Hardware Variability: Variability in deep sub-micron technology is rapidly growing due to aggressive scaling. ITRS [17] predicts that over the next decade performance variability will increase from 48% to 66% and total power consumption variability will increase by up to 100%. Orthogonal to manufacturing induced process variability, emerging embedded and battery operated devices are moving towards MPSoC platforms with architecturally differentiated cores, thus introducing platform-level variability as well. Moreover, the dynamic nature of workloads and the way cores are allocated and stressed over the lifetime span of a chip also results in significant temperature gradients on the substrate leading to unbalanced cores' aging and high variance of *Mean Time To Failure* (MTTF) [18].

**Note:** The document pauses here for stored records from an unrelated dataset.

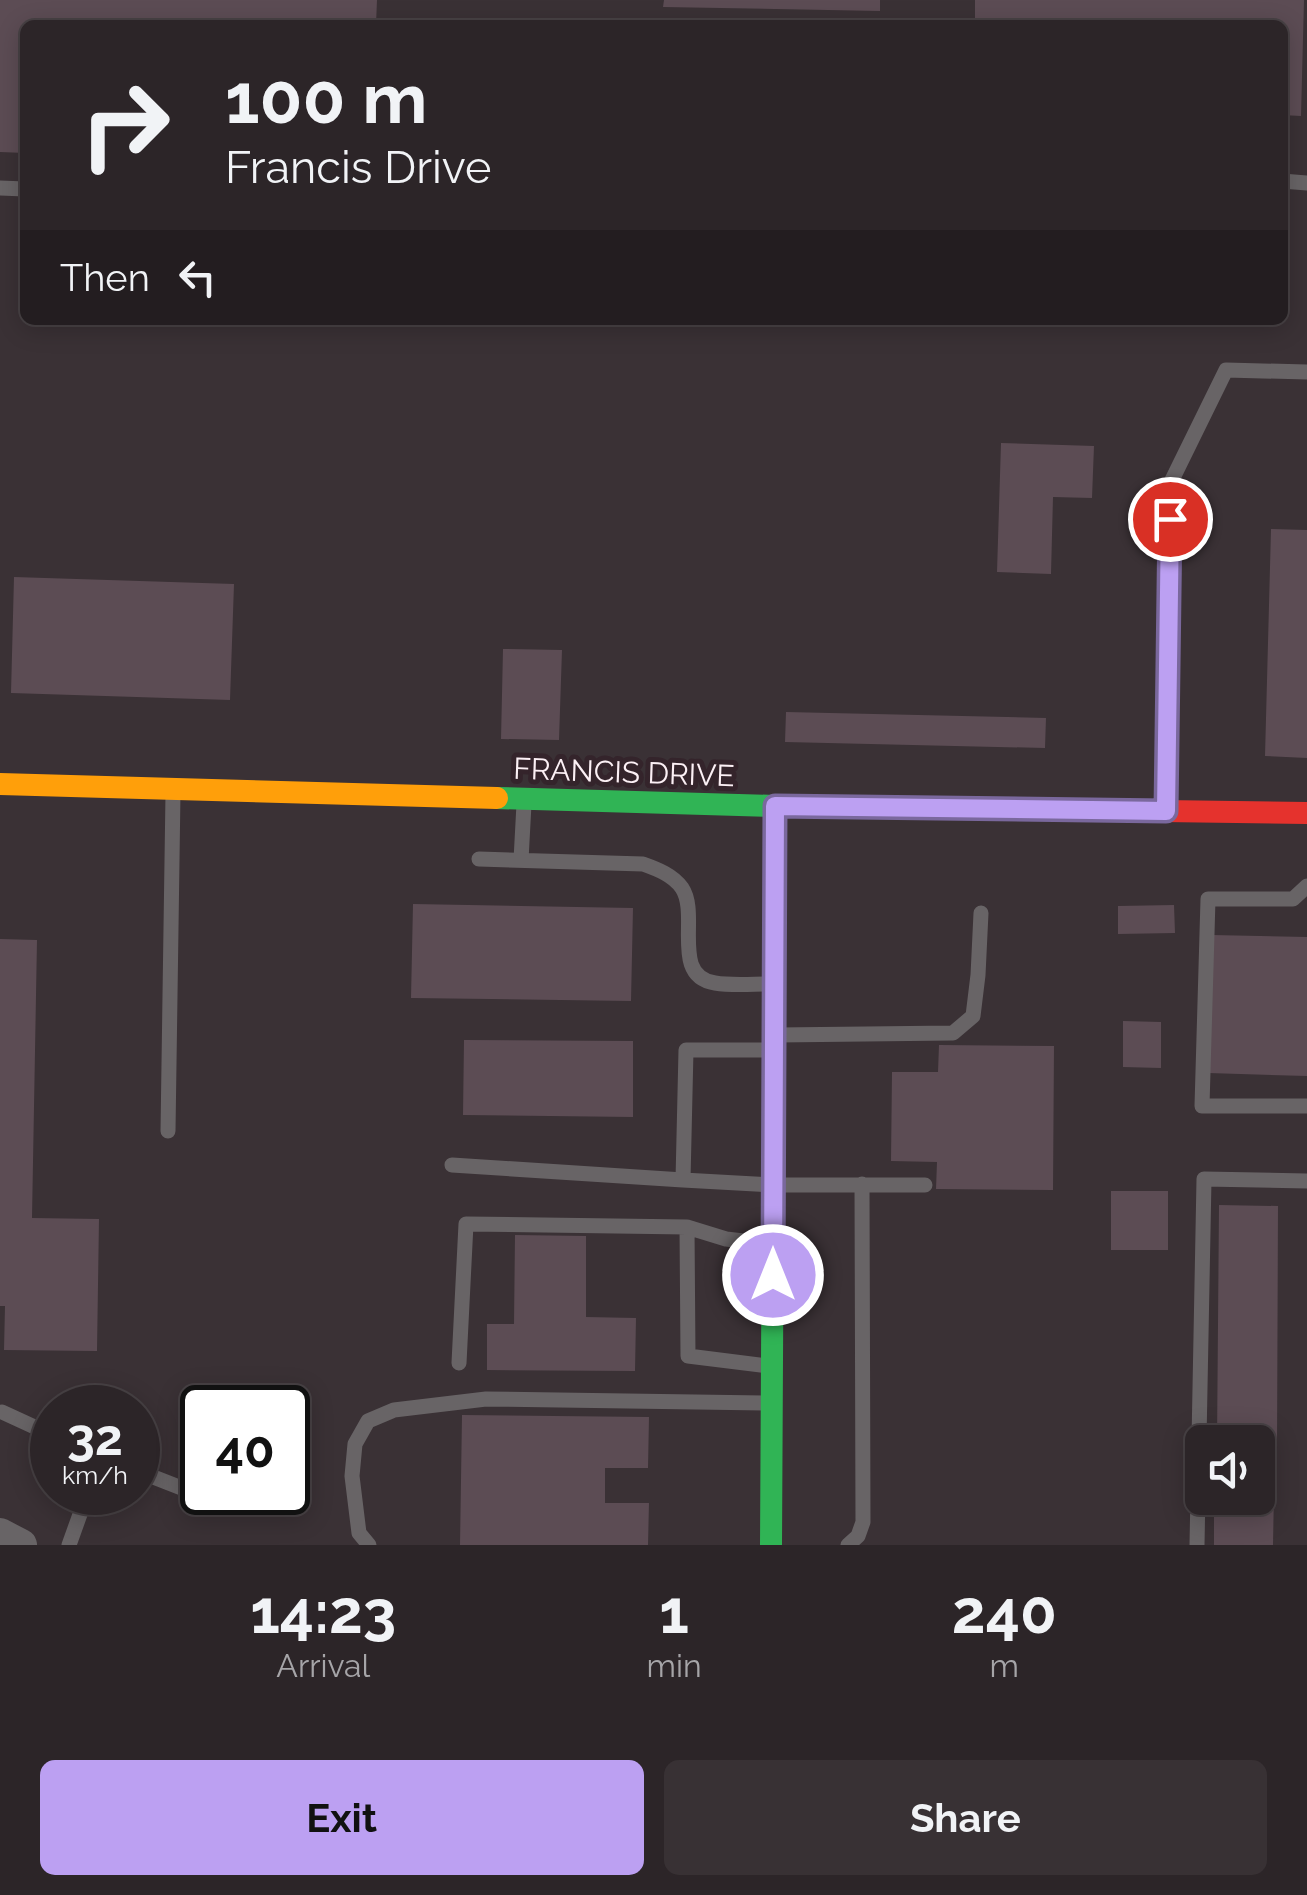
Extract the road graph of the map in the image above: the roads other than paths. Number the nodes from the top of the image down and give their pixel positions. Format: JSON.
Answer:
{"nodes":[{"id":1,"x":1307,"y":372,"type":"edge"},
{"id":2,"x":0,"y":784,"type":"edge"},
{"id":3,"x":174,"y":788,"type":"junction"},
{"id":4,"x":524,"y":799,"type":"junction"},
{"id":5,"x":775,"y":806,"type":"junction"},
{"id":6,"x":1166,"y":811,"type":"junction"},
{"id":7,"x":1307,"y":813,"type":"edge"},
{"id":8,"x":479,"y":859,"type":"dead end"},
{"id":9,"x":521,"y":860,"type":"junction"},
{"id":10,"x":1307,"y":886,"type":"edge"},
{"id":11,"x":981,"y":913,"type":"dead end"},
{"id":12,"x":774,"y":984,"type":"junction"},
{"id":13,"x":774,"y":1042,"type":"junction"},
{"id":14,"x":1307,"y":1106,"type":"edge"},
{"id":15,"x":168,"y":1131,"type":"dead end"},
{"id":16,"x":452,"y":1166,"type":"dead end"},
{"id":17,"x":683,"y":1180,"type":"junction"},
{"id":18,"x":1307,"y":1181,"type":"edge"},
{"id":19,"x":862,"y":1184,"type":"junction"},
{"id":20,"x":774,"y":1185,"type":"junction"},
{"id":21,"x":925,"y":1185,"type":"dead end"},
{"id":22,"x":687,"y":1228,"type":"junction"},
{"id":23,"x":773,"y":1244,"type":"junction"},
{"id":24,"x":459,"y":1362,"type":"dead end"},
{"id":25,"x":772,"y":1366,"type":"junction"},
{"id":26,"x":772,"y":1403,"type":"junction"},
{"id":27,"x":2,"y":1412,"type":"edge"},
{"id":28,"x":30,"y":1425,"type":"edge"},
{"id":29,"x":80,"y":1515,"type":"edge"},
{"id":30,"x":0,"y":1534,"type":"edge"},
{"id":31,"x":21,"y":1545,"type":"edge"},
{"id":32,"x":69,"y":1545,"type":"edge"},
{"id":33,"x":369,"y":1545,"type":"edge"},
{"id":34,"x":771,"y":1545,"type":"edge"},
{"id":35,"x":848,"y":1545,"type":"edge"},
{"id":36,"x":1197,"y":1545,"type":"edge"}],
"edges":[{"from":1,"to":6,"type":"lane"},
{"from":2,"to":3,"type":"street","name":"FRANCIS DRIVE"},
{"from":3,"to":4,"type":"street","name":"FRANCIS DRIVE"},
{"from":3,"to":15,"type":"lane"},
{"from":4,"to":5,"type":"street","name":"FRANCIS DRIVE"},
{"from":4,"to":9,"type":"lane"},
{"from":5,"to":6,"type":"street","name":"FRANCIS DRIVE"},
{"from":5,"to":12,"type":"street"},
{"from":6,"to":7,"type":"street","name":"FRANCIS DRIVE"},
{"from":8,"to":9,"type":"lane"},
{"from":9,"to":12,"type":"lane"},
{"from":10,"to":14,"type":"lane"},
{"from":11,"to":13,"type":"lane"},
{"from":12,"to":13,"type":"street"},
{"from":13,"to":17,"type":"lane"},
{"from":13,"to":20,"type":"street"},
{"from":16,"to":17,"type":"lane"},
{"from":17,"to":20,"type":"lane"},
{"from":18,"to":36,"type":"lane"},
{"from":19,"to":20,"type":"lane"},
{"from":19,"to":21,"type":"lane"},
{"from":19,"to":35,"type":"lane"},
{"from":20,"to":23,"type":"street"},
{"from":22,"to":23,"type":"lane"},
{"from":22,"to":24,"type":"lane"},
{"from":22,"to":25,"type":"lane"},
{"from":23,"to":25,"type":"street"},
{"from":25,"to":26,"type":"street"},
{"from":26,"to":33,"type":"lane"},
{"from":26,"to":34,"type":"street"},
{"from":27,"to":28,"type":"lane"},
{"from":29,"to":32,"type":"lane"},
{"from":30,"to":31,"type":"street"}]}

Previous works have proposed ways to deal with such variability by using adaptive guardbanding, adaptive reliability management, and novel task mapping techniques [5, 19–21], however none of them manage hardware unpredictability in a holistic manner to enable steady co-existence of critical, sensitive, and best effort tasks in the same system – which is one of our key contributions in CHIPS-AHOy.

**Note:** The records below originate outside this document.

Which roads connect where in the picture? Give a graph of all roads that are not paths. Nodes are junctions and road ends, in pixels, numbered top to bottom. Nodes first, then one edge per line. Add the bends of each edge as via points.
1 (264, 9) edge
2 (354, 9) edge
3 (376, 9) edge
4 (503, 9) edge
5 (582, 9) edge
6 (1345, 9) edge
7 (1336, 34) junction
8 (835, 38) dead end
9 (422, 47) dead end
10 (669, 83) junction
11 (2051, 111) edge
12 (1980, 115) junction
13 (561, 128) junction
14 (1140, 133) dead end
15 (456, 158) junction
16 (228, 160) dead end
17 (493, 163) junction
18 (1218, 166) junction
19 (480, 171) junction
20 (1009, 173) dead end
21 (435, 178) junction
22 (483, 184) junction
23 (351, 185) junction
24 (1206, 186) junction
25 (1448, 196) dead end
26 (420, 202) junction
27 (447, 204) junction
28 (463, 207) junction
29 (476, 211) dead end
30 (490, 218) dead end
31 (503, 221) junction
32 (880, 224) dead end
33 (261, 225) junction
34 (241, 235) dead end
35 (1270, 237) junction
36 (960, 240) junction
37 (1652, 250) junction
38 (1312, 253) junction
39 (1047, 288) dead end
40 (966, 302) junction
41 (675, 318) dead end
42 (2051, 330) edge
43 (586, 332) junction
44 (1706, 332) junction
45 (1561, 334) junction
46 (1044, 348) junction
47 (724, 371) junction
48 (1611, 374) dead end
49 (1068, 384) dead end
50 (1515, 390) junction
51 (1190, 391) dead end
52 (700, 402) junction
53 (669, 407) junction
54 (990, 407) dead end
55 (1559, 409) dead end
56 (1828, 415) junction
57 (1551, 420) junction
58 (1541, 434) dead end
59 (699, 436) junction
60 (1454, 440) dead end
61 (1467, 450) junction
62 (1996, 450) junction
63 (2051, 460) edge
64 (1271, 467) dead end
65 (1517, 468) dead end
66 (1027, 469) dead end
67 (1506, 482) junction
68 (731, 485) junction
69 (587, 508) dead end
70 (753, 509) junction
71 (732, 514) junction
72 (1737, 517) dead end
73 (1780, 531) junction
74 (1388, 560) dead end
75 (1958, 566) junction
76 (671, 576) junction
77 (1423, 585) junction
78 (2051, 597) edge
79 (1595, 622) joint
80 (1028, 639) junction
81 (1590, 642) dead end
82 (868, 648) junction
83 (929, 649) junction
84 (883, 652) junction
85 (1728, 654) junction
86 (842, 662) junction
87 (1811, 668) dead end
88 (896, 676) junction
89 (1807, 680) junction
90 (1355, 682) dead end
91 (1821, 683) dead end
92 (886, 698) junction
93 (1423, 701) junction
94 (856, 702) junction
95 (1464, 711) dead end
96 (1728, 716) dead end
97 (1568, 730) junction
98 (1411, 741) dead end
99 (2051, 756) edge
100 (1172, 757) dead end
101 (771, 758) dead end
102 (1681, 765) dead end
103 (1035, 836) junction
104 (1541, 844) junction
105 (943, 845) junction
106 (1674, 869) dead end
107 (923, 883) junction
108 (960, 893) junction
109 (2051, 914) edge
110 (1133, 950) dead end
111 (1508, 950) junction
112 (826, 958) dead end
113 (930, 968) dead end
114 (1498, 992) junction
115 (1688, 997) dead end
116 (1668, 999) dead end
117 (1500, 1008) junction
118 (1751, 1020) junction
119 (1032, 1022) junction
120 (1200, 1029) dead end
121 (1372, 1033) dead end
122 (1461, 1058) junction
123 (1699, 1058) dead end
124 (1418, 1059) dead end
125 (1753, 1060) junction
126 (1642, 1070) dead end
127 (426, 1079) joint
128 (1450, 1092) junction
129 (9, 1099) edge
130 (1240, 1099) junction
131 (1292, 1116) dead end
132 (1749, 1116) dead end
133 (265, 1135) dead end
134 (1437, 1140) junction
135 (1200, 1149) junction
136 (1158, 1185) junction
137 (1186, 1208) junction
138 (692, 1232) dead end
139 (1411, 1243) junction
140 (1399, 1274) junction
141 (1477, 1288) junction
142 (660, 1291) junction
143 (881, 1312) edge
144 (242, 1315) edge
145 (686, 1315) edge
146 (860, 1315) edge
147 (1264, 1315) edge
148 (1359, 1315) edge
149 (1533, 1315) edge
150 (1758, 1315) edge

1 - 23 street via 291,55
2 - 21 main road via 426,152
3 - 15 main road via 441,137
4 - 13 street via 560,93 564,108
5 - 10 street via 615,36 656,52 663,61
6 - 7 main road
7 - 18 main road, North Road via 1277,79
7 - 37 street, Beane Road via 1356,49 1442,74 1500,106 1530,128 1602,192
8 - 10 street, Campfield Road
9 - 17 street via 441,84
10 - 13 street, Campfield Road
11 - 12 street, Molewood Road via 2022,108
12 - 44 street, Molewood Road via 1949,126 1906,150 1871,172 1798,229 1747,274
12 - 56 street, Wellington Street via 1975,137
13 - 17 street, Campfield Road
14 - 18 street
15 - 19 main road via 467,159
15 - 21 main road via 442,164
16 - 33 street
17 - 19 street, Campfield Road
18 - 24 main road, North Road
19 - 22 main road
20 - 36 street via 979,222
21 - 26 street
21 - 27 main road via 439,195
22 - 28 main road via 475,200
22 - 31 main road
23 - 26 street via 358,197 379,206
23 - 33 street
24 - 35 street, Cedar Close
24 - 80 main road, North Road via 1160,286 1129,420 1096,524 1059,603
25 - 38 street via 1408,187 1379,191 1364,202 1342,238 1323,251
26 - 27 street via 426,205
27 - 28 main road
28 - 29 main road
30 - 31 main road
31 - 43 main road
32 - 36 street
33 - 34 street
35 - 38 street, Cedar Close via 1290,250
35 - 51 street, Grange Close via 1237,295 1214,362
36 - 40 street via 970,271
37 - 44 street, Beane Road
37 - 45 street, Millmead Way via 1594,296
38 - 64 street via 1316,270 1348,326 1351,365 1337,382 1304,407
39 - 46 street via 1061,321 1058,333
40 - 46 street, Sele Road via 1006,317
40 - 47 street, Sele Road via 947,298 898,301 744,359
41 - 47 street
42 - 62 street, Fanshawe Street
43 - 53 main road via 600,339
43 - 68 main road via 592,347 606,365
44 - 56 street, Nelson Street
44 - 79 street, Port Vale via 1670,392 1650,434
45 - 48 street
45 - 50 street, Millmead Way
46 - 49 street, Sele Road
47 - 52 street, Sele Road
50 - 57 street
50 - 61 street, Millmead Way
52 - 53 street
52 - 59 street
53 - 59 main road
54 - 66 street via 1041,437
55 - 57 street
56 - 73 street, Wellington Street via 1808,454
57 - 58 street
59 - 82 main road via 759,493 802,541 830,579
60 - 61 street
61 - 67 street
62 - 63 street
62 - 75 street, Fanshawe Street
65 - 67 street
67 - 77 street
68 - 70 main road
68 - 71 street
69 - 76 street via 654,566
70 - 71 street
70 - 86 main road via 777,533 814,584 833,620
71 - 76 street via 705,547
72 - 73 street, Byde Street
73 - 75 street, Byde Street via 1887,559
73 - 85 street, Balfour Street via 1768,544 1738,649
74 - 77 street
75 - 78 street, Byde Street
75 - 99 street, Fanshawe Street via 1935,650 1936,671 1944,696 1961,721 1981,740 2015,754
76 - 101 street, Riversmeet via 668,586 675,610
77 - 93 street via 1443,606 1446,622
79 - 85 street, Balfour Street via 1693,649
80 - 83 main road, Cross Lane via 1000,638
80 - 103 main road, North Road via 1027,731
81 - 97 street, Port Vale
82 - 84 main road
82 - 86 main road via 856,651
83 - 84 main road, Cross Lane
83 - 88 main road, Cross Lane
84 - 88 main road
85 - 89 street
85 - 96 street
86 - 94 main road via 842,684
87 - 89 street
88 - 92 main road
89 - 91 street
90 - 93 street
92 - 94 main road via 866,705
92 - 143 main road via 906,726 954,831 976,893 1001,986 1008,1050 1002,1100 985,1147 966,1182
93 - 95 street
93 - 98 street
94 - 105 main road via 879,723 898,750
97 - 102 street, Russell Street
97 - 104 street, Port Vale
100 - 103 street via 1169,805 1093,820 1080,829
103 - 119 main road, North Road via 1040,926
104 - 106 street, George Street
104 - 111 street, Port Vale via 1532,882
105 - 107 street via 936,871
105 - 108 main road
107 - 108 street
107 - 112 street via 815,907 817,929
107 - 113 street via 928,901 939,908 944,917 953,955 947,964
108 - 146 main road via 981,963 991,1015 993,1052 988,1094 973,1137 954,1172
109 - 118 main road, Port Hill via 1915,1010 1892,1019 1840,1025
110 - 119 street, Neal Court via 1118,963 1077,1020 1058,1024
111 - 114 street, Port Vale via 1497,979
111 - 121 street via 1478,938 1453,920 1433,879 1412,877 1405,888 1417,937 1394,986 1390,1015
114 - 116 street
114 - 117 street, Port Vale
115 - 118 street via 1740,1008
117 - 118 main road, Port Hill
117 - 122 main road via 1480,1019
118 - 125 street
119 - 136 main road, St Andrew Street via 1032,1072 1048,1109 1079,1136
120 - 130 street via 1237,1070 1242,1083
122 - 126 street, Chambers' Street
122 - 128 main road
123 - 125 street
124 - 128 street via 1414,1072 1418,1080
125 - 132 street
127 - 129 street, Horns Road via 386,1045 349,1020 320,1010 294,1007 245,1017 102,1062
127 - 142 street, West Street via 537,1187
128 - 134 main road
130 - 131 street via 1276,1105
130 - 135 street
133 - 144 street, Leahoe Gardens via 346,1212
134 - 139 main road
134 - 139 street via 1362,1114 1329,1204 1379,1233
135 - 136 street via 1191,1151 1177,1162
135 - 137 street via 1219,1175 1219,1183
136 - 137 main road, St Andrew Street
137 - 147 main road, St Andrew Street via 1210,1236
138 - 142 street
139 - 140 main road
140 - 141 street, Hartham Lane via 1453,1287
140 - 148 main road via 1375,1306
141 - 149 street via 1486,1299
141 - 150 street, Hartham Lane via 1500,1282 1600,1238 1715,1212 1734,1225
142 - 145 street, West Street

Fig. 2 highlights a motivational example showing how a holistic hypervisor can open doors to new optimization opportunities. The scenario shown in Fig. 2(a) is fairly optimal for best-effort applications, however, critical and sensitive ones usually fail to get minimal guarantees from the platform w.r.t. their timing requirements. In this case, even though a sensitive task needs certain performance requirements to meet its deadlines, as new best-effort (BE) tasks enter the system, the competition to access shared resources may cause it to miss deadlines mainly due to (1) interference caused by conflicts in the shared cache and (2) contention in the main bus triggered by BE I/O. Our holistic approach (Fig. 2(b)) overcomes these problems by techniques such as cache coloring (3) and I/O throttling (4) that isolate the critical tasks from the BE tasks. In this case, since the BE tasks have less available resources and cannot achieve the same performance level, a smart task mapping approach which is aware of the platform heterogeneity can detect this scenario and move the BE tasks to lower power cores (5), thereby saving power and reducing system temperature.

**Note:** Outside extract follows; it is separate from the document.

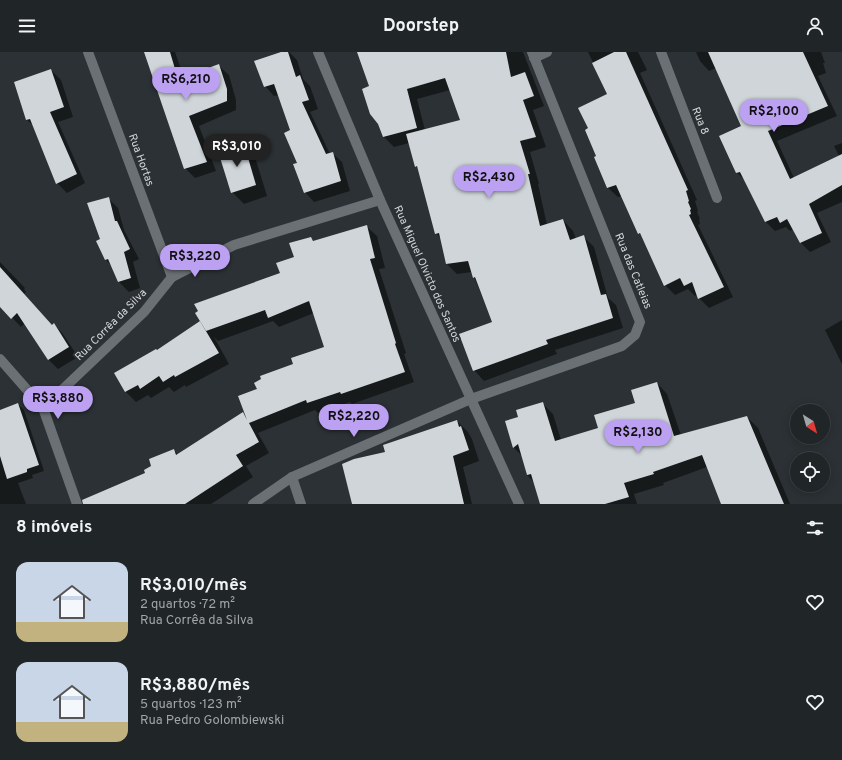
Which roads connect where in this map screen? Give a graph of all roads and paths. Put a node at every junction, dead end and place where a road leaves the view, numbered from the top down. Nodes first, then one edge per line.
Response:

The rationale behind the introduction of a predictable hypervisor in this paper is the holistic integration and consolidation of traditional predictable mechanisms of an RTOS with the state-of-the-art best-effort centric approaches by leveraging the recent advances in the design and implementation of sensor-actuator-rich computing platforms (e.g., [6, 7]) to enable the realization of next generation hypervisors for MPSoCs.



Figure 3: CHIPS-AHOy overview.

# 3 PREDICTABLE HOLISTIC CYBER-PHYSICAL HYPERVISOR

Providing means for management of multiple classes of applications with different timing and predictability requirements while utilizing the platform in an energy-efficient manner is a challenging task. We propose the Predictable Cyber-Physical Hypervisor (CHIPS-AHOy) as an exploratory attempt and proof-of-concept realization of a holistic hypervisor to address the challenges in such scenarios (Fig. 3). CHIPS-AHOy provides three classes of virtualized environments for applications with different predictability requirements: critical, sensitive, and best-effort. Resource partitioning, isolation, reliability, and power management are handled by the hypervisor in a holistic manner, following a self-aware C3 strategy similar to strategies in POET [6] and CPSoC [7]. This differentiates CHIPS-AHOy from traditional hypervisors in several ways. Traditional hypervisors multiplex hardware resources that are delivered to applications with minimal intervention under a strategy designed for performance and fairness [22, 23]. They largely ignore predictability, energy, and aging optimization opportunities, assuming guardbands typical of worst case design. They lack support for multi-level actuation and adaptation mechanisms to aggressively meet competing and conflicting application demands. CHIPS-AHOy overcomes these limitations through an ODA loop defined around three key ideas as shown in Fig. 3: 1) cross-layer sensing; 2) predictive models; and 3) self-aware actuation policies. We describe these three concepts below.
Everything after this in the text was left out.